▶ _Problem requirements_: Leave the images out. Give every line below again, precisely.

▶ _Material to process_:
- Opening Delimiter -

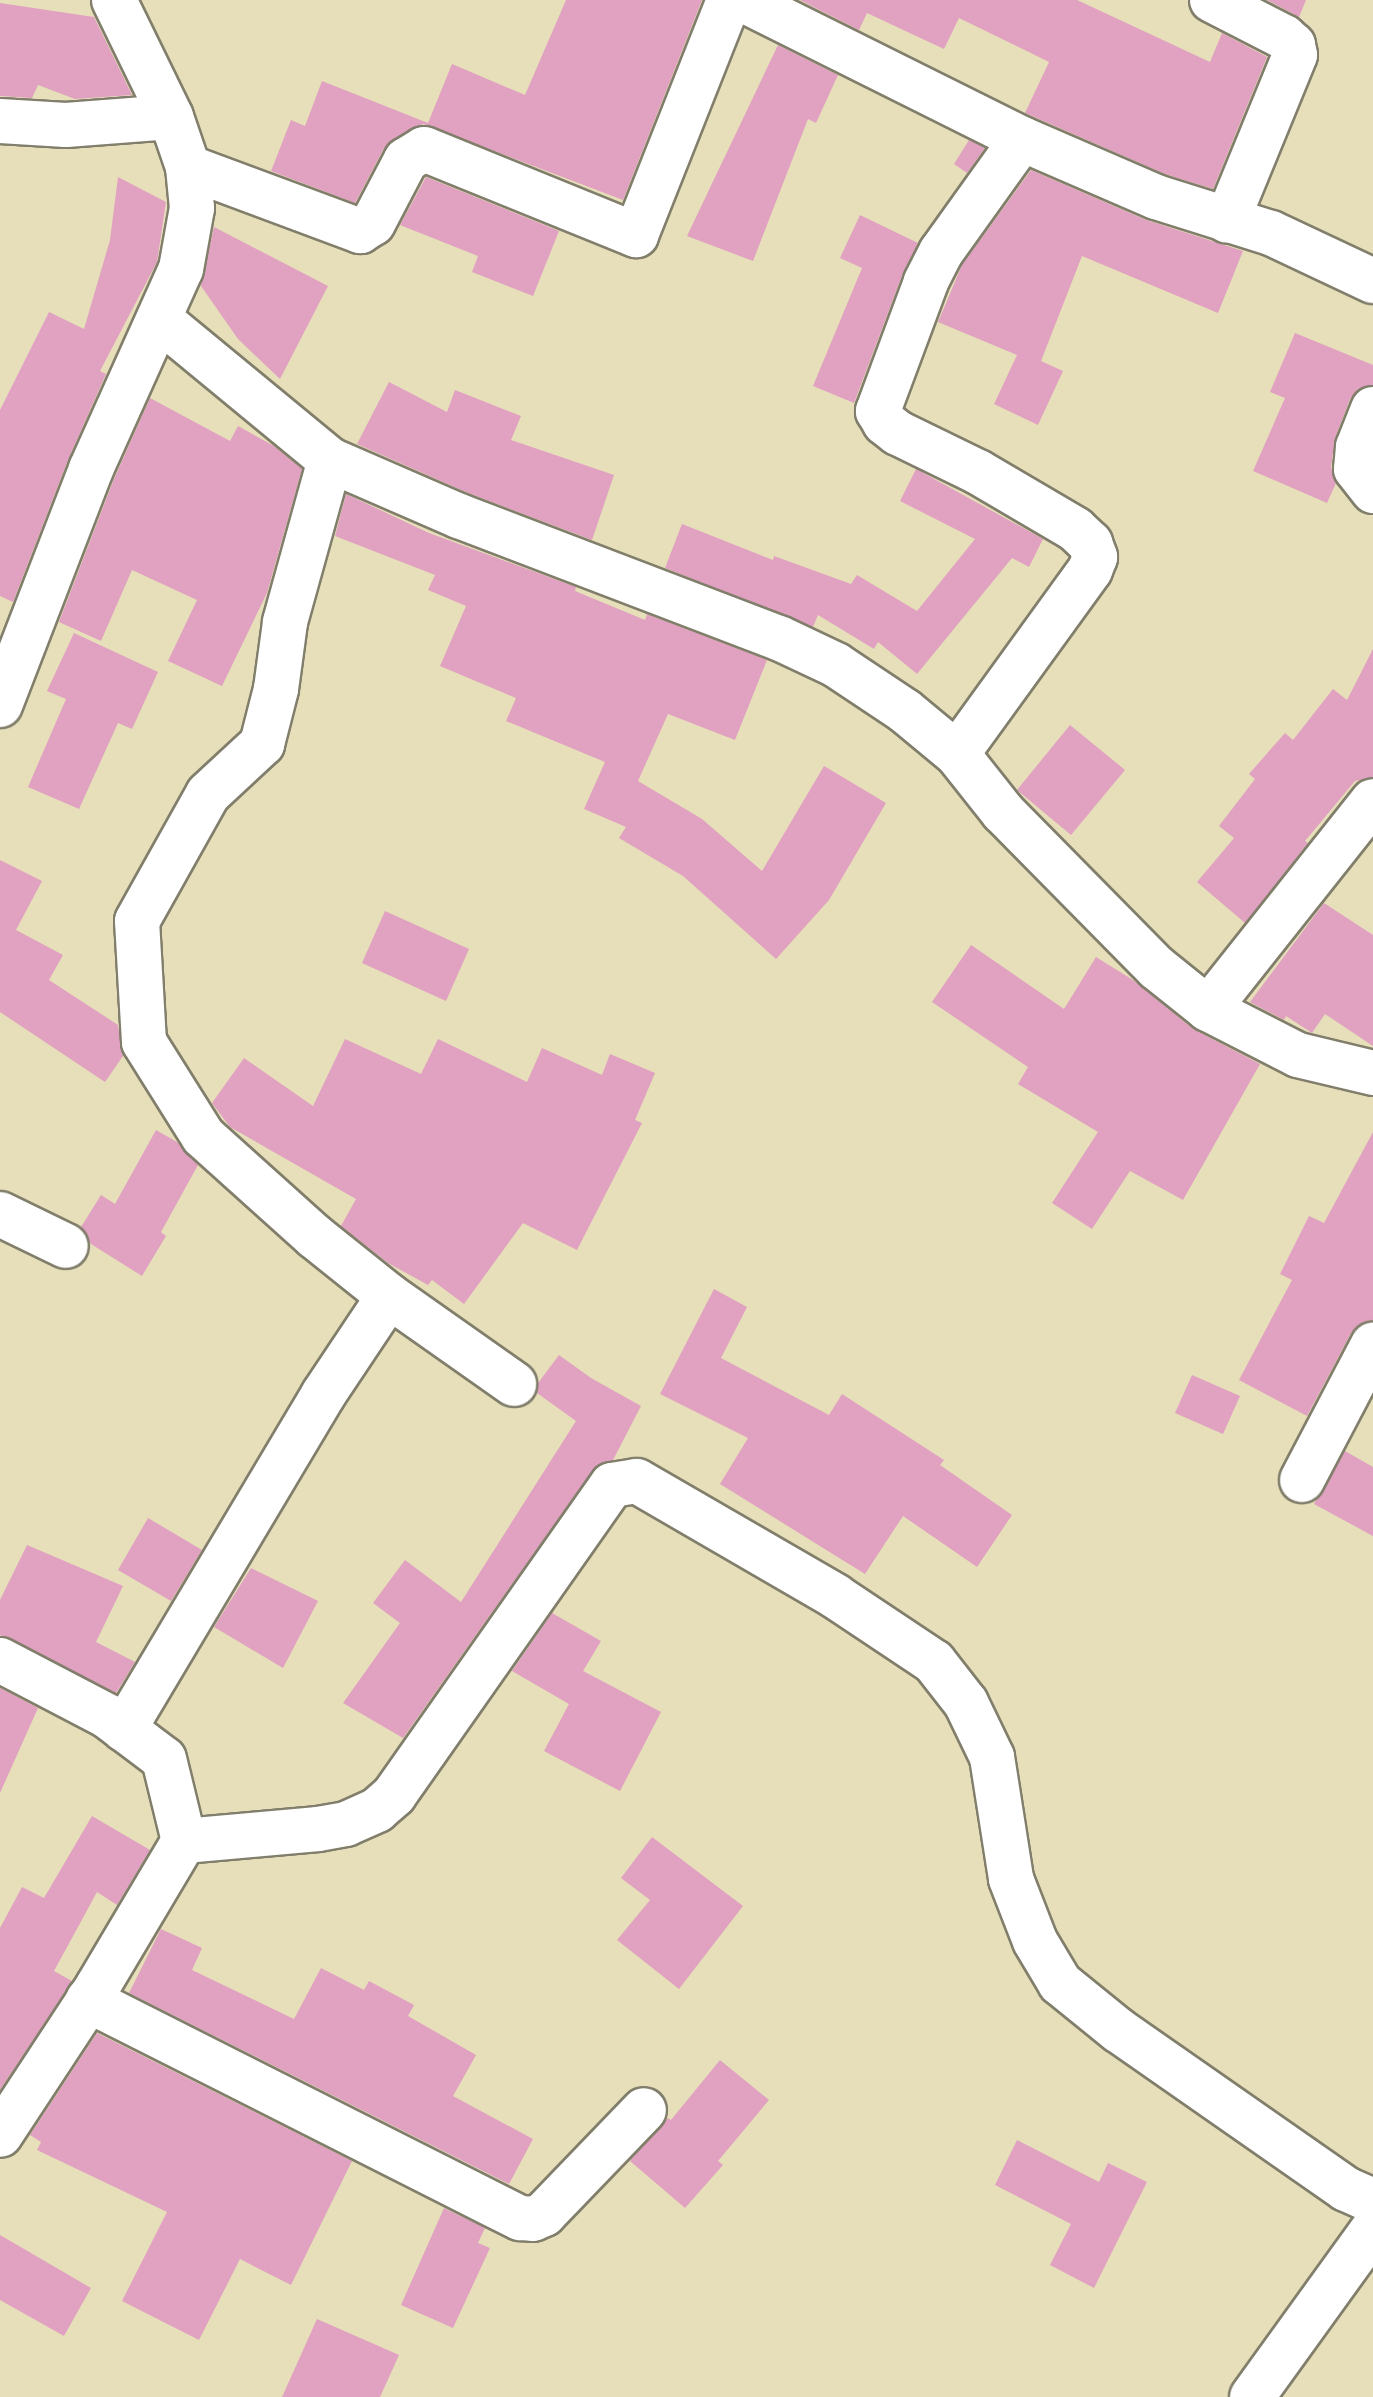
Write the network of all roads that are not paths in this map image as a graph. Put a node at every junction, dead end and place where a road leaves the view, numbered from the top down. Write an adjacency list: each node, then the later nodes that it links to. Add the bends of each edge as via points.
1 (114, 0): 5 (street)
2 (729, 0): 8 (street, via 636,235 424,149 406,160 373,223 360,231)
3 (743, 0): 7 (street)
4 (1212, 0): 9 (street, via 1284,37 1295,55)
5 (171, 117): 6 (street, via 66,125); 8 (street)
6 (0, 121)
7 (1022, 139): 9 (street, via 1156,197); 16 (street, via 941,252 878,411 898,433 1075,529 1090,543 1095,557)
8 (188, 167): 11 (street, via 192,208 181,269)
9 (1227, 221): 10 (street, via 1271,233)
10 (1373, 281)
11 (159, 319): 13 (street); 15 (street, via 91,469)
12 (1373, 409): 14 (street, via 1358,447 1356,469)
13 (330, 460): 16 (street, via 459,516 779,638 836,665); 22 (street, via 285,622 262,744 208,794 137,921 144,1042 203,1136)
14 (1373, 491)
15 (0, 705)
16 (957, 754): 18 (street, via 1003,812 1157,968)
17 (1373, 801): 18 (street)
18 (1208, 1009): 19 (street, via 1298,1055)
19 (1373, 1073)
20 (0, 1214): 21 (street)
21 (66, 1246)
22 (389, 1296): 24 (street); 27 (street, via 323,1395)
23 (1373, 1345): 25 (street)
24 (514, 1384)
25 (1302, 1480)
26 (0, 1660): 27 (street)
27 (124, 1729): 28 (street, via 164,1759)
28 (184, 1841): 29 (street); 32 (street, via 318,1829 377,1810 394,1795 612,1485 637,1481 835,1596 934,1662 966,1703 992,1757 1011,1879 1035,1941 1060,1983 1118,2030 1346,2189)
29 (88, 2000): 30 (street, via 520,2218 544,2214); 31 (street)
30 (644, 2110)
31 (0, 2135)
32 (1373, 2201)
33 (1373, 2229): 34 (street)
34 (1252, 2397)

- Closing Delimiter -

▶ _Response below_:
Write the network of all roads that are not paths in this map image as a graph. Put a node at every junction, dead end and place where a road leaves the view, numbered from the top down. Write an adjacency list: each node, then the later nodes that it links to. Add the bends of each edge as via points.
1 (114, 0): 5 (street)
2 (729, 0): 8 (street, via 636,235 424,149 406,160 373,223 360,231)
3 (743, 0): 7 (street)
4 (1212, 0): 9 (street, via 1284,37 1295,55)
5 (171, 117): 6 (street, via 66,125); 8 (street)
6 (0, 121)
7 (1022, 139): 9 (street, via 1156,197); 16 (street, via 941,252 878,411 898,433 1075,529 1090,543 1095,557)
8 (188, 167): 11 (street, via 192,208 181,269)
9 (1227, 221): 10 (street, via 1271,233)
10 (1373, 281)
11 (159, 319): 13 (street); 15 (street, via 91,469)
12 (1373, 409): 14 (street, via 1358,447 1356,469)
13 (330, 460): 16 (street, via 459,516 779,638 836,665); 22 (street, via 285,622 262,744 208,794 137,921 144,1042 203,1136)
14 (1373, 491)
15 (0, 705)
16 (957, 754): 18 (street, via 1003,812 1157,968)
17 (1373, 801): 18 (street)
18 (1208, 1009): 19 (street, via 1298,1055)
19 (1373, 1073)
20 (0, 1214): 21 (street)
21 (66, 1246)
22 (389, 1296): 24 (street); 27 (street, via 323,1395)
23 (1373, 1345): 25 (street)
24 (514, 1384)
25 (1302, 1480)
26 (0, 1660): 27 (street)
27 (124, 1729): 28 (street, via 164,1759)
28 (184, 1841): 29 (street); 32 (street, via 318,1829 377,1810 394,1795 612,1485 637,1481 835,1596 934,1662 966,1703 992,1757 1011,1879 1035,1941 1060,1983 1118,2030 1346,2189)
29 (88, 2000): 30 (street, via 520,2218 544,2214); 31 (street)
30 (644, 2110)
31 (0, 2135)
32 (1373, 2201)
33 (1373, 2229): 34 (street)
34 (1252, 2397)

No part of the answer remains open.